If there’s one aspect of Commitment To Complications which we can imagine turning some listeners off as Youth Code’s sphere of influence widens, it’s that rawness we’ve been talking about here. The pained confessionals and self excoriation which mark the record just aren’t commonplace in most industrial music in the 21st century and aren’t the sort of thing one commonly encounters, whether on the club dancefloor or in the dankest noise cellars. As we alluded to in our recent interview with the band, it’s something which can’t be faked or turned into theatre. It’s maybe telling that themes which match the raw sound for which Youth Code have been praised might be their most dividing characteristic, but Youth Code do not, nor have they ever, acquiesced to turn anything down for the sake of propriety. Instead, they’ve puked up just about everything inside of them, their influences, their drives, their loves, their hates, into a glorious purge of a record. Commitment To Complications sounds as if it was hell to make, and we’re all the richer for it. An undeniably great record, and a strong early contender for the year’s best.
Listening for the seventh time since two nights ago. They’ve really outdone themselves on this one. Good write-up. Unless 3TEETH can pull off something downright transcendent or (more likely) someone I’ve never heard of comes out of nowhere, I’m fairly confident calling this as my personal favorite album of the year. Hell, I already like it better than my top three records from last year, and some songs are still growing on me!
I’ll admit that I was one of the few outliers in Our Thing(tm) that did not like Youth Code at all when I first heard them. It sounded too raw to me at first – like they hadn’t allowed whatever they were doing to mature. However, Commitment to Complications is awesome! I’m going through my second listen now, and I’m equally as impressed as I was on the first. Every sound, noise, vocal screech, &c all sounds like it belongs exactly where it is, so Ryan W. George deserves all credits for this, and that’s not even getting into Sara Taylor’s lyrics or their visceral delivery.

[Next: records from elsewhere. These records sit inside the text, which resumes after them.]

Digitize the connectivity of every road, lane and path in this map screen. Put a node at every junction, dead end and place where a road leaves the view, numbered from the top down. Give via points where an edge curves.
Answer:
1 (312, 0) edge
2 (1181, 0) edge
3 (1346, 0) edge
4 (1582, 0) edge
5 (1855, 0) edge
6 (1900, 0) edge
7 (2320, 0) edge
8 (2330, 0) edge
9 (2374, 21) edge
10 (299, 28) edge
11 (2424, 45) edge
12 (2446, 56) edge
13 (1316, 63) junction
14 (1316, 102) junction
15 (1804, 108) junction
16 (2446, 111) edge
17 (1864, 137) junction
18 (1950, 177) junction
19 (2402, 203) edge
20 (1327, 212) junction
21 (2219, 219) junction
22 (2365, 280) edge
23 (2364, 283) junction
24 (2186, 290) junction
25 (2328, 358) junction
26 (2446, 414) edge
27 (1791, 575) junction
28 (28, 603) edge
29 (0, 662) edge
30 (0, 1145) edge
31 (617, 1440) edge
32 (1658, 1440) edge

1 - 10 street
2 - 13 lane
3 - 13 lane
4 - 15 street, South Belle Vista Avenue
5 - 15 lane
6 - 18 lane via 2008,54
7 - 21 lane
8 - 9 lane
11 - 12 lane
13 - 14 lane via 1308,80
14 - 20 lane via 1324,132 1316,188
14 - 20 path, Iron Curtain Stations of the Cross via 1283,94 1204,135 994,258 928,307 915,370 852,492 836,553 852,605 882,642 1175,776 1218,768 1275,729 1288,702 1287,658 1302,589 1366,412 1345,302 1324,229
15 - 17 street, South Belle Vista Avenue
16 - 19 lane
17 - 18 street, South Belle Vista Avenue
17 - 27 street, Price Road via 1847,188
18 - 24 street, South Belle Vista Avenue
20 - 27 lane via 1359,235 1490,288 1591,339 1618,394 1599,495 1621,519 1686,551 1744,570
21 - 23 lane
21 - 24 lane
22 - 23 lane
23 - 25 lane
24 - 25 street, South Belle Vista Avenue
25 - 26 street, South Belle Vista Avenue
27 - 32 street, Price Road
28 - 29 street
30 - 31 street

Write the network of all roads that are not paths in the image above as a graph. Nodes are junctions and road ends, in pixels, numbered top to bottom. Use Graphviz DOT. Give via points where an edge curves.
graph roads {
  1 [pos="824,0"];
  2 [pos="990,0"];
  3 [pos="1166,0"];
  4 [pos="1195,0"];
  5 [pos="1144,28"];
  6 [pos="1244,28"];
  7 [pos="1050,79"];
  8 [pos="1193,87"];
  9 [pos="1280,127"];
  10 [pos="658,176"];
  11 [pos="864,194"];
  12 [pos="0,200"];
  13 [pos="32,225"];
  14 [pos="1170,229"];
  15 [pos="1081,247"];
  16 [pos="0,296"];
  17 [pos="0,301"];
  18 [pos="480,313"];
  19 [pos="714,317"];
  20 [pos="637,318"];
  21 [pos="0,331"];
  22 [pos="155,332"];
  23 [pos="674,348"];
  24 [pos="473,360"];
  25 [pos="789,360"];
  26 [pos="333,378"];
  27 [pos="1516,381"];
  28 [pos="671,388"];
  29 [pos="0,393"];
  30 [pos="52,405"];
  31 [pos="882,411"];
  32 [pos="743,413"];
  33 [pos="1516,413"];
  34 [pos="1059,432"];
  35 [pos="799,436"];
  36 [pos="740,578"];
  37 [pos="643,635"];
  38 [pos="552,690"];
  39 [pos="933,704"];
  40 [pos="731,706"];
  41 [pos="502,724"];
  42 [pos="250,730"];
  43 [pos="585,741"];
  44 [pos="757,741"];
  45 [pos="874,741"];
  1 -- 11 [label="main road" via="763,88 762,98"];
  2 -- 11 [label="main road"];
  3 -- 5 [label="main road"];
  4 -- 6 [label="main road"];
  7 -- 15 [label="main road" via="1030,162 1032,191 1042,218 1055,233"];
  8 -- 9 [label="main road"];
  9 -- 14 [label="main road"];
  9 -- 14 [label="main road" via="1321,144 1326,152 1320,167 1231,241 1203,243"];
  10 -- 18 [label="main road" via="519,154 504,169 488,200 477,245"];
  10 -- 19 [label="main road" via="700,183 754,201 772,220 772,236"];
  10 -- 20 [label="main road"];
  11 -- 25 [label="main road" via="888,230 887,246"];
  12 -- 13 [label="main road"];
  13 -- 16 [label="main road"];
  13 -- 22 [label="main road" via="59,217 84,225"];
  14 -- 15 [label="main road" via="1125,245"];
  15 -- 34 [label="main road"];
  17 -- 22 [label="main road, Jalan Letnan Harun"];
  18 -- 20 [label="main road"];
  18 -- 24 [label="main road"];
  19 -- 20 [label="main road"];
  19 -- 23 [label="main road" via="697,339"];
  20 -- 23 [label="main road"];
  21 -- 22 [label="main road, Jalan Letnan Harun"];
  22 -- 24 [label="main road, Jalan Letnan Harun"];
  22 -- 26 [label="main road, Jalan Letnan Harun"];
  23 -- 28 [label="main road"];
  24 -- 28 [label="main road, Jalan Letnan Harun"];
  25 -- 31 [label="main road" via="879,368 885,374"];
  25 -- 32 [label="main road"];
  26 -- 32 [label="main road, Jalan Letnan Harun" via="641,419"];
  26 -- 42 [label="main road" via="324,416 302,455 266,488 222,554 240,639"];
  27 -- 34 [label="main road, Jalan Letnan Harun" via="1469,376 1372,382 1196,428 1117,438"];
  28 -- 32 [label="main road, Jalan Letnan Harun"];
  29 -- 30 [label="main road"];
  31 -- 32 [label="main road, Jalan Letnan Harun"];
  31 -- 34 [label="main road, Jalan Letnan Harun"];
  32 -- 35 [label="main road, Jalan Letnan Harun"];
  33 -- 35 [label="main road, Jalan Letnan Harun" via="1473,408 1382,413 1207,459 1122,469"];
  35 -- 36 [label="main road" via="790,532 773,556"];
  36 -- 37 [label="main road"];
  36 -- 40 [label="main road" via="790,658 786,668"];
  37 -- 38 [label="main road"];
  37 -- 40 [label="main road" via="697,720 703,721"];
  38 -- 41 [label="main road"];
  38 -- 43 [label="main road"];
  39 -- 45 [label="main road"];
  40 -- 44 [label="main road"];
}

Rhys Fulber’s influence can be felt here ever so slightly (like in the main hook of “The Dust of Fallen Rome”), but undeniably, this is the George/Taylor show, and he sidestepped enough to let that shine through. YC have put out a game changer here for sure. A few of these songs – the aforementioned “The Dust of Fallen Rome” among them, as well as “Doghead” and “Lost at Sea” – are worth the price of admission alone. Well done!